Rozdział 23

1.3K 58 3
                                    

Perspektywa Any
Christian wciąż nie zadzwonił ani nie odpisał. Co u diabła się tam dzieje?! Wybieram jego numer i znów odpowiada mi jego najbardziej znudzony i niezainteresowany głos.
~ Grey, zostaw wiadomość.
~ Gdzie jesteś? Wszystko u ciebie w porządku? Martwię się, przez ciebie pojawi mi się pierwszy siwy włos... Zadzwoń, kiedy tylko będziesz mógł, dobrze?... Tęsknię za tobą. Kocham cię. ~ Mój monolog kończy się, gdy słyszę pikanie.

Idę do pokoju Teddy'ego. Już nie śpi, więc niosę go na dół.
- Gail, pisał może Taylor do ciebie? - Pytam przechodząc obok niej.
- Tak. Powiedział, że mają mnóstwo pracy w biurze. - Odpowiada.
- To dobrze. Dziękuję, Gail. - Mówię idąc na zewnątrz.
- Nie ma sprawy, Ana.

Zdejmuję moje sandałki i czuję pod stopami przyjemną trawę. Tęskniłam za tym. Siadam i kładę Teddy'ego na trawie, którą od razu zaczyna skubać.
- To trawa. - Mówię mu.
Spogląda na mnie i uśmiecha się, a jego niebieskie oczka błyszczą się.

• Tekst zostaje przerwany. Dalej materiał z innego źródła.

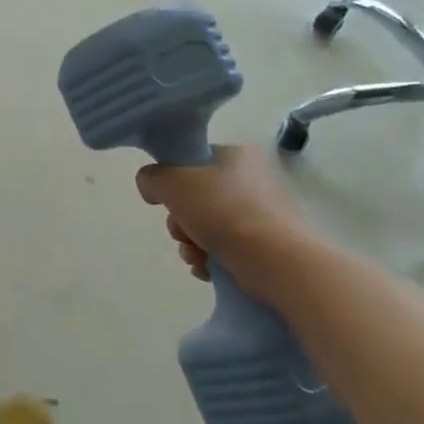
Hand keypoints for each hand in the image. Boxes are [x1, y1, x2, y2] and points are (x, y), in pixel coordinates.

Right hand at [136, 145, 306, 283]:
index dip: (171, 182)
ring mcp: (261, 213)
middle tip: (182, 233)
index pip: (191, 162)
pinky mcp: (266, 243)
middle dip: (180, 221)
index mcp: (235, 155)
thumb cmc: (221, 211)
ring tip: (195, 256)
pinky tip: (208, 268)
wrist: (272, 259)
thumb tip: (152, 187)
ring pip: (207, 225)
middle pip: (196, 198)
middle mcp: (251, 179)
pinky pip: (225, 247)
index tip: (166, 202)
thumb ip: (151, 178)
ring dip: (191, 243)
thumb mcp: (171, 183)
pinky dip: (210, 258)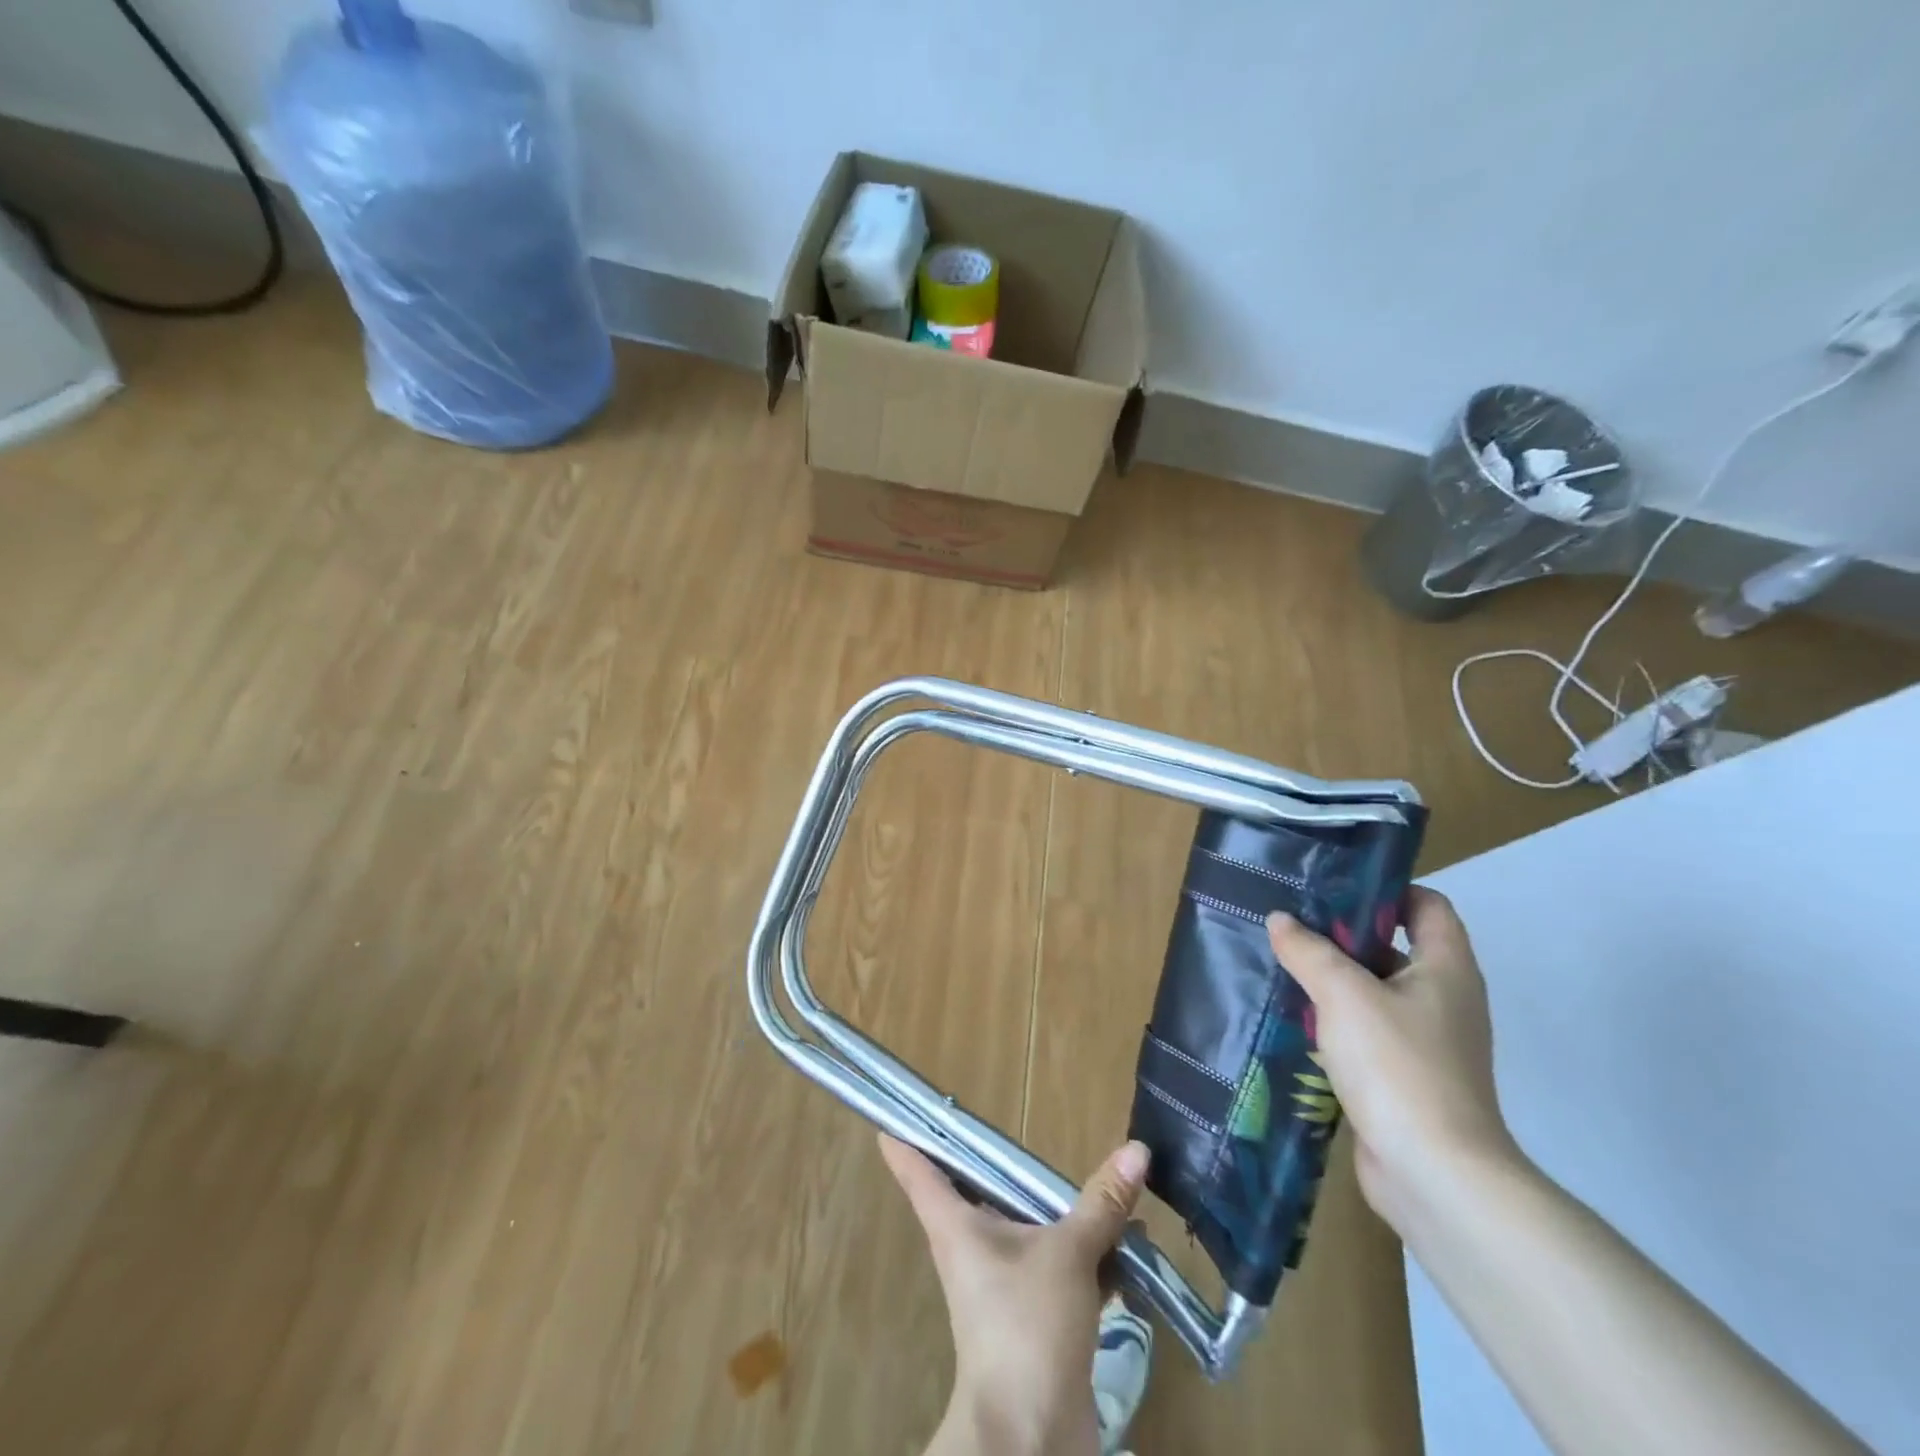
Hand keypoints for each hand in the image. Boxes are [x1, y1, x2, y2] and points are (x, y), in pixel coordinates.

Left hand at [879, 1134, 1148, 1455]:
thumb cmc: (1026, 1326)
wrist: (1029, 1437)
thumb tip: (1136, 1148)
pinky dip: (1083, 1253)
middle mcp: (970, 1246)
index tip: (892, 1111)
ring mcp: (999, 1282)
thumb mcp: (1068, 1253)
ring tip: (1103, 1184)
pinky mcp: (1030, 1315)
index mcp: (955, 1223)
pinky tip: (1125, 1244)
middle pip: (975, 1189)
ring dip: (1059, 1210)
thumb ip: (1101, 1203)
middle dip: (1001, 1163)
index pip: (917, 1168)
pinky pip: (1053, 1266)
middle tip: (1020, 1128)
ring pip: (1024, 1227)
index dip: (906, 1135)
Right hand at [1267, 887, 1518, 1230]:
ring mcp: (1428, 1043)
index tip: (1333, 888)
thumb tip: (1280, 920)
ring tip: (1282, 966)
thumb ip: (1309, 950)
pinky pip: (1368, 1033)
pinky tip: (1295, 1020)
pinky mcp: (1407, 1078)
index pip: (1428, 906)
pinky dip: (1336, 1022)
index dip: (1387, 890)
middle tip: (1291, 924)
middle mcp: (1445, 1000)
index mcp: (1447, 969)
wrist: (1434, 1174)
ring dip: (1334, 981)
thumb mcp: (1343, 993)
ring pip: (1376, 993)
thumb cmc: (1398, 1065)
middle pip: (1395, 948)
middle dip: (1345, 935)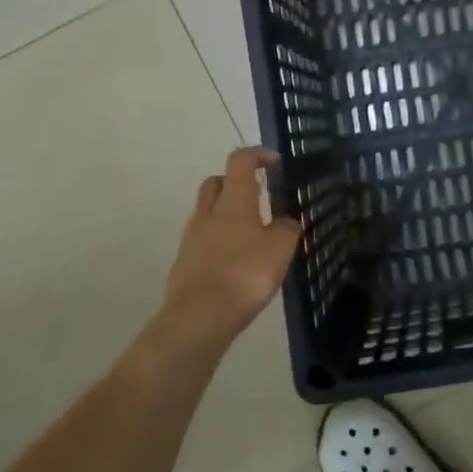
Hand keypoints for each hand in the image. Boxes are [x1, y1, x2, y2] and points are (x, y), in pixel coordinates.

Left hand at [161, 147, 302, 343]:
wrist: (198, 317)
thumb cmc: (244, 274)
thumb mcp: (280, 249)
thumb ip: (287, 229)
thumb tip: (286, 221)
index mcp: (233, 200)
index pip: (240, 160)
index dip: (258, 154)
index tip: (274, 162)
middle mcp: (208, 211)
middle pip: (217, 182)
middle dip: (236, 182)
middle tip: (259, 195)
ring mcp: (192, 236)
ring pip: (209, 210)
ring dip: (227, 212)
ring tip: (252, 232)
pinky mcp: (185, 260)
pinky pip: (204, 238)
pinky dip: (220, 239)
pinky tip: (236, 258)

Nie przestaje bawić się trawą i mogę usłyszeć jak gaworzy.
Chichoczę. - Dalej Teddy! - Szepczę mu do uszka.
Próbuje po raz ostatni wyrwać ździebełko trawy i zaczyna płakać. Mój Boże.
- Ciiii. - Mówię trzymając go na rękach i wstaję. - Nic się nie dzieje. Możesz spróbować jeszcze raz. - Mówię, ale Teddy nie przestaje płakać.
Dlatego klękam na trawie i trzymając za jego rączkę, wyrywam dla niego trawę.
- Popatrz, trawa! - Spoglądam na niego.
Przestaje płakać i zaczyna chichotać.

Cóż za zmienny człowiek.

Układam go sobie w ramionach i zaczynam karmić. Patrzyłam chyba zbyt długo na łąkę, bo okazuje się, że Teddy zasnął. Wow, szybko poszło. Zabieram go do środka i układam w jego łóżeczku. Wracam na zewnątrz, kładę się na trawie i po prostu patrzę się w chmury.

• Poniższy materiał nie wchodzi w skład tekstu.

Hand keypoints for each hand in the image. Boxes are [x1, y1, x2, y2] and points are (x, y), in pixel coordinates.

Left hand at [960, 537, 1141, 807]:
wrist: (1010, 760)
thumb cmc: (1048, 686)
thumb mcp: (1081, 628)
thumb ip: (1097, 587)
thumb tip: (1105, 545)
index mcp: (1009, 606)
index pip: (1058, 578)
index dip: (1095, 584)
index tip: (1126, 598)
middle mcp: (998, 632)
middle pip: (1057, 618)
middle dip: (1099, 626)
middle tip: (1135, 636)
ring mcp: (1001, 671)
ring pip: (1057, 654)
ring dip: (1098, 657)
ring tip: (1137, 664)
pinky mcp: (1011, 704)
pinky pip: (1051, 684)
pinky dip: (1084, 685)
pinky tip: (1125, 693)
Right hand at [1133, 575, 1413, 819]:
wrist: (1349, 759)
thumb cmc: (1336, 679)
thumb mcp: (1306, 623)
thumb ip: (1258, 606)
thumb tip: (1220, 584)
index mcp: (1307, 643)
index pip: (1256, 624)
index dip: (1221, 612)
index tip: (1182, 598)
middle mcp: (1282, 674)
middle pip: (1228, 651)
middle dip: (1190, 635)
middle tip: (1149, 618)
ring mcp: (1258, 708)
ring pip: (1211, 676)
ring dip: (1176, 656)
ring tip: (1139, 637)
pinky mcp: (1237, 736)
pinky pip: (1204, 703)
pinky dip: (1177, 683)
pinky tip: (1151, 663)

—————————————————————————————————————————————-
Budzę się kompletnie zdezorientowana i potem napotykam szare oczy. Christian.
- Czy ja śnię? - Dotykam jego twarzy.
- Nie. Tęskniłem za panią, pani Grey. - Całuje mnie w czoło. Czuję jak mnie nie unosi, a potem widzę jak zmierza do schodów.

- Ostatnie, co pamiętam to, że leżałam na trawie. - Mówię drapiąc się po głowie.
- Od rana starałem się wrócić do domu. Ale z pewnych przyczyn, ja i Taylor musieliśmy wrócić samolotem pasażerskim. - Mówi.
Moje usta są szeroko otwarte, oniemiałam. - Pewnie byłeś w pierwszej klasie. - Odpowiadam.
- Nie, ekonomicznej.

Zatrzymuję się i gapię się na niego. - Ekonomicznej? Masz na myśli, że leciałeś klasą ekonomiczną? Wow. - Zaczynam klaskać.
Jego oczy ciemnieją. - Czy pani się ze mnie naśmiewa, pani Grey? - Na to pytanie budzi się moja wewnętrzna bogini.
- Nie. - Odpowiadam, nagle czuję się nieśmiała.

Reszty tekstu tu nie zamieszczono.